A young aspiring writer, I discovered the work of Borges at about the same time that I began to read Beckett. Neither of these writers indicated directions I believed that I would ever attempt to follow, yet I found them tremendously liberating and inspiring. Years later it fell to me to teach a fiction course that included an examination of Borges’s work. Just before the course began, for unfathomable Borgesian reasons, an article appeared in Parade magazine, the popular Sunday supplement. It was a short history of the western outlaw Sam Bess by Jorge Luis Borges, and my students, who did not look to Parade for exemplars in contemporary prose, were puzzled. 

What I learned from trying to teach that course was more of what I had already experienced in looking in those two different directions: the one leading to Beckett, and the other to Borges. The journey toward Beckett led to a turf-covered blasted heath, where language constantly seemed to fail, where life flickered on with language failing it—a place very much like the world. Borges’s direction led to great vaults, a labyrinth, a labyrinth perhaps without a center, but filled with language, filled with narrative, an enormous quantity of invisible light, black light, an infinite passage of narrative over narrative upon narrative. Also a place very much like the world.

The more I pondered his choice of the word “fictions,”  the more appropriate it seemed. And it seems even more appropriate today as we further explore the essentially fictional quality of all narratives.

I’d like to offer to a very brief passage from one of these fictions. The wonderful obsessive intensity of its title and its prose in this translation offers all the pleasures of Borges’s fiction. It is from A Universal History of Iniquity, from that passage which deals with “The Cruel Redeemer Lazarus Morell.” This passage concerns “The Place.”

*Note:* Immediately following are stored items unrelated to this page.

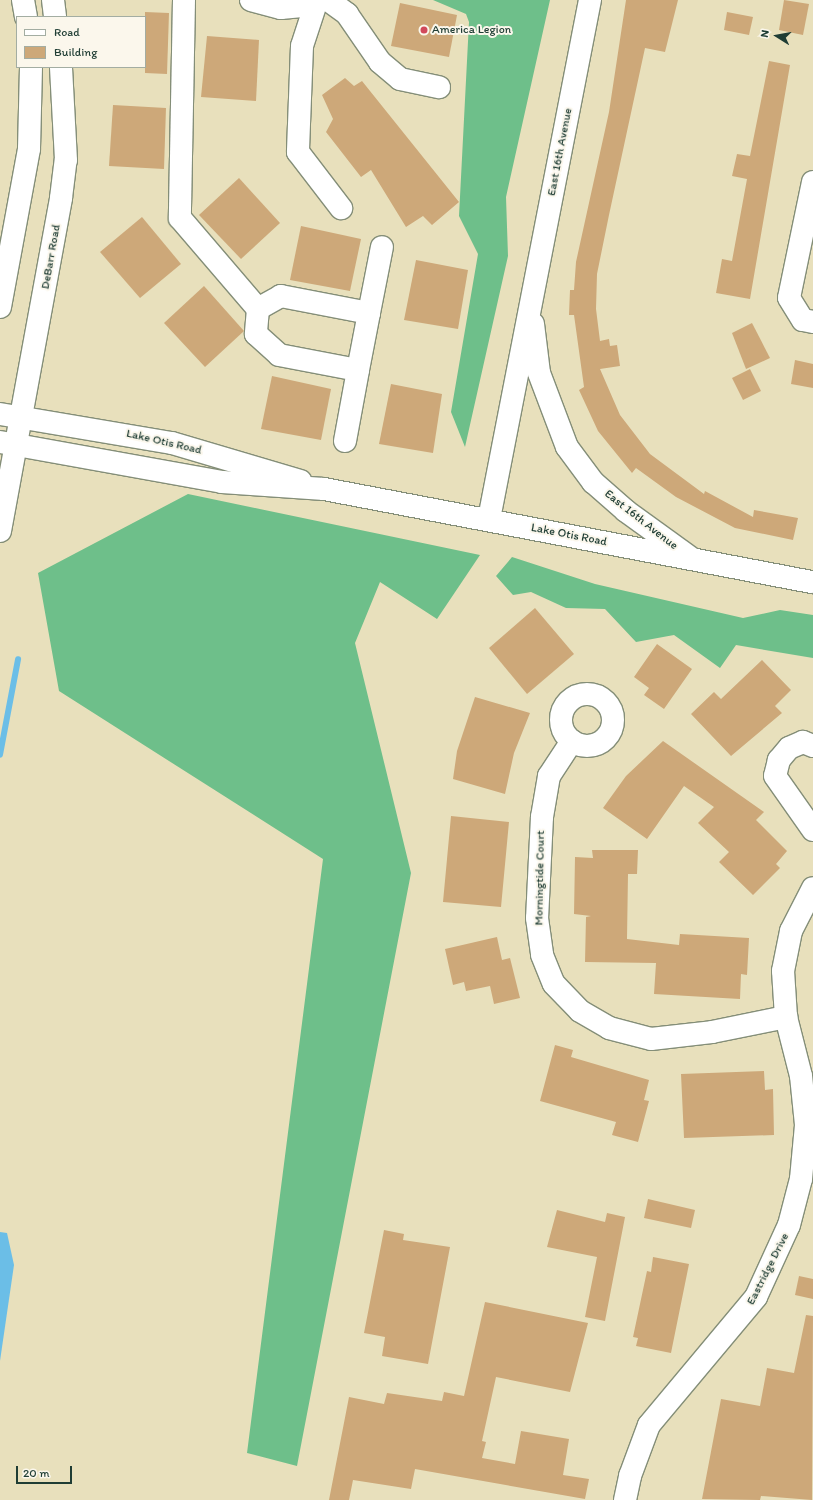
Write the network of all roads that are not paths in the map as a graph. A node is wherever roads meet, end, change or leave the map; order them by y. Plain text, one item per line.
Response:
1 (23, 0) edge
2 (53, 0) edge
3 (184, 0) edge
4 (251, 0) edge
5 (312, 0) edge
6 (318, 0) edge
7 (328, 0) edge
8 (590, 0) edge
9 (26, 16) edge
10 (55, 16) edge
11 (31, 68) edge
12 (61, 68) edge
13 (439, 87) dead end
14 (813, 182) edge
15 (341, 208) dead end
16 (382, 247) dead end
17 (530, 303) junction
18 (0, 308) edge
19 (258, 309) junction
20 (369, 313) junction
21 (808, 321) edge
22 (358, 370) junction
23 (0, 414) edge
24 (23, 416) junction
25 (345, 441) dead end
26 (9, 444) edge
27 (324, 489) junction
28 (489, 519) junction
29 (0, 531) edge
30 (691, 558) junction
31 (813, 582) edge
32 (572, 741) dead end
33 (813, 746) edge
34 (813, 830) edge
35 (813, 888) edge
36 (786, 1017) junction
37 (626, 1500) edge

1 - 9 street
2 - 10 street
3 - 19 street
4 - 5 street
6 - 15 street
7 - 13 street
8 - 17 street, East 16th Avenue
11 - 18 street
12 - 24 street, DeBarr Road
14 - 21 street
16 - 20 street
17 - 28 street, East 16th Avenue
17 - 30 street, East 16th Avenue
19 - 20 street
19 - 22 street
20 - 22 street
22 - 25 street
23 - 24 street, Lake Otis Road
24 - 26 street, DeBarr Road
24 - 27 street, Lake Otis Road
26 - 27 street, Lake Otis Road
26 - 29 street, DeBarr Road
27 - 28 street, Lake Otis Road
28 - 30 street, Lake Otis Road
30 - 31 street, Lake Otis Road
32 - 36 street, Morningtide Court
33 - 34 street
35 - 36 street, Eastridge Drive
36 - 37 street, Eastridge Drive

The Father of Waters, the Mississippi, the grandest river in the world, was the worthy stage for the deeds of that incomparable blackguard. (Alvarez de Pineda discovered this great river, though it was first explored by Hernando de Soto, conqueror of Peru, who whiled away his months in the prison of the Inca Atahualpa teaching his jailer chess. When de Soto died, the river’s waters were his grave.)

The Mississippi is a broad-chested river, a dark and infinite brother of the Parani, the Uruguay, the Amazon, and the Orinoco. It is a river of mulatto-hued water; more than four hundred million tons of mud, carried by that water, insult the Gulf of Mexico each year. All that venerable and ancient waste has created a delta where gigantic swamp cypresses grow from the slough of a continent in perpetual dissolution and where labyrinths of clay, dead fish, and swamp reeds push out the borders and extend the peace of their fetid empire. Upstream, Arkansas and Ohio have their bottomlands, too, populated by a jaundiced and hungry-looking race, prone to fevers, whose eyes gleam at the sight of stone and iron, for they know only sand and driftwood and muddy water.